I am reading more and more that people are losing it. My son, who had the (mis)fortune of turning 21 during quarantine, has not seen a friend IRL in three weeks. He’s getting justifiably tired of his parents (memo to his peers: if you have a chance to move out of your parents house, take it). He’s taken up yoga to handle his mental health. I can’t imagine what anyone growing up during this thing makes of it. We will all be scarred by this thing (well, not all of us, just most.)
Other things I read that gave me thoughts:
· All tech works better if you take into account the predictable reaction of humans. In this case, how humans interact with animals.
· In China, a meme of sorts has come to life and become policy: the same country that invented the one child policy and then saw those lone children spoiled by their parents and grandparents (big surprise!) and then because of traditional (ie: sexist) notions found this policy led to girls being aborted in favor of boys and then found itself with a dangerous gender imbalance, now worries that boys are suffering from a “masculinity crisis.” On one hand, the one child policy helped the world environmentally. The less mouths the cleaner the planet, after all. And with China’s economic rise, and their newfound status as the world’s pollution center, the less polluters the better. But the gender imbalance is not good. Not for China, not for its neighbors, who have to make do with a newly belligerent nation, and not for the world. There’s nothing wrong with a low birthrate — it’s preferable if you ask me. But a gender imbalanced society, which almost always means too many men, is bad for everyone.
· This story, about a new star on the French literary scene, is both extremely (extrêmement!) French and extremely universal, which just makes it all the more French.

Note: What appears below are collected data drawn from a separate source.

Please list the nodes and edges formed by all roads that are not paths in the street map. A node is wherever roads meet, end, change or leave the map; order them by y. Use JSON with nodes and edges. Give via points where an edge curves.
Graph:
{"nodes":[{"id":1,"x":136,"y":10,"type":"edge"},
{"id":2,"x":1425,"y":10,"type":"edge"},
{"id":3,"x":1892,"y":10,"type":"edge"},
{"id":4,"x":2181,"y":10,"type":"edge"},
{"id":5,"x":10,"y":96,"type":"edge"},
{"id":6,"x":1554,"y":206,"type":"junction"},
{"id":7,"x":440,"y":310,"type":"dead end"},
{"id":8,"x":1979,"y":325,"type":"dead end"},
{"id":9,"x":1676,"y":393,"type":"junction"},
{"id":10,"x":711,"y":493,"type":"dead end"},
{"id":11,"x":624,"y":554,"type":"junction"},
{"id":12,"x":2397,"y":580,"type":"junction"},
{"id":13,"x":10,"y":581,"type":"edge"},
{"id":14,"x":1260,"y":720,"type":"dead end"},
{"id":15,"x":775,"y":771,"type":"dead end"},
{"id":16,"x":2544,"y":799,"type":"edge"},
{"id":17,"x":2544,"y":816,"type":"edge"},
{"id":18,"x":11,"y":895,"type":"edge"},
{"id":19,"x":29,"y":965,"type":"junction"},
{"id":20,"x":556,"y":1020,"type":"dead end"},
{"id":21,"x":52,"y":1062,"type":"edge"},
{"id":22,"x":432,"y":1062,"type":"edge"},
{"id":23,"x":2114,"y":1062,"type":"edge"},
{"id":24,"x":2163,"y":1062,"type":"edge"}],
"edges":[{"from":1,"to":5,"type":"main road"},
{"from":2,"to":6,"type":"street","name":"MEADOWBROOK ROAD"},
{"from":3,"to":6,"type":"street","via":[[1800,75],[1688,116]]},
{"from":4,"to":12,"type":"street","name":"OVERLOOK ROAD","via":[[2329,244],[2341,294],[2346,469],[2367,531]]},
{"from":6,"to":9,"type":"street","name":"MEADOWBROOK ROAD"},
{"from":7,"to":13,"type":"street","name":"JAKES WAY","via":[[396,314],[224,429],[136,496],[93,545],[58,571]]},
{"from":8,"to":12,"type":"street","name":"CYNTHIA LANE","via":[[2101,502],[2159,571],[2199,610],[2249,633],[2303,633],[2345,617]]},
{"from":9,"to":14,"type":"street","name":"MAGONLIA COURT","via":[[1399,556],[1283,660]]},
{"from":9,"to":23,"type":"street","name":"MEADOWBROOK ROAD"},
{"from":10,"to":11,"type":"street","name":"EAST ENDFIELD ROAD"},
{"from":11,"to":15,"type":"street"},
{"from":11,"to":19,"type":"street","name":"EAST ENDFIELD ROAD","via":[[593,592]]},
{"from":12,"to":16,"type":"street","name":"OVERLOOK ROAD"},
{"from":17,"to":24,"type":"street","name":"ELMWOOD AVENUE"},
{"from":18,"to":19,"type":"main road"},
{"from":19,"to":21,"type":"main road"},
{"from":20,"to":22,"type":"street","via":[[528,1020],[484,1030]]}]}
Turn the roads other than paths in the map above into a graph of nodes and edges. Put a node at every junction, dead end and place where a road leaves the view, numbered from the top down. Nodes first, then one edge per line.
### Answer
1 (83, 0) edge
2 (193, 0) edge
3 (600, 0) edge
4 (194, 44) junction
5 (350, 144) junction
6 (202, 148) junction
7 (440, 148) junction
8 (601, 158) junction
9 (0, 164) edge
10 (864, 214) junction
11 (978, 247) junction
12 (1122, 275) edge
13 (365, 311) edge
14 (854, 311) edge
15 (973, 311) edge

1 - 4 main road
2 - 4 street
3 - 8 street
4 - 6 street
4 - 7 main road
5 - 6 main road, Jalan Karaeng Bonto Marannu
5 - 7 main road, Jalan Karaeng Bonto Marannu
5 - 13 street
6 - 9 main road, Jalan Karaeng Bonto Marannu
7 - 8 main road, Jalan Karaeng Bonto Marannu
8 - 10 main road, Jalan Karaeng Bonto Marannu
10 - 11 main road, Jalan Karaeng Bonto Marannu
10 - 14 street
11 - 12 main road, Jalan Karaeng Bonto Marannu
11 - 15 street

· The decolonization of species names. You will never read the name of any animal the same way again. Especially the animals named after people.
· The political right, the world over, but especially in America, has a lot of original sins. But the modern right, which is not based in reality, or truth (in other words, it is batshit crazy), has a single, original original sin. It’s not what you think.
· The origin of the word “taboo.” Is fascinating. And the original meaning of the word might help us in our quest to repair the oceans.
I’m going to attend to my chicken wings now. Buy some beer later. And, fuck it, I’m going to FaceTime my brother and his kids when the eating starts. I will tell my niece I was going to accommodate her new diet and I was going to be heroic about it. And I will remind her of watching her face while she watched Katy Perry’s half time show performance from 2015. The “left shark” performance. I have a photo of my niece, slack-jawed, her face still not entirely wiped clean from the wings. “This is the best thing I’ve ever seen,” she said then. She’s mature enough to let the reminder slide off her. Even if her uncle isn’t mature enough to not tease her about it.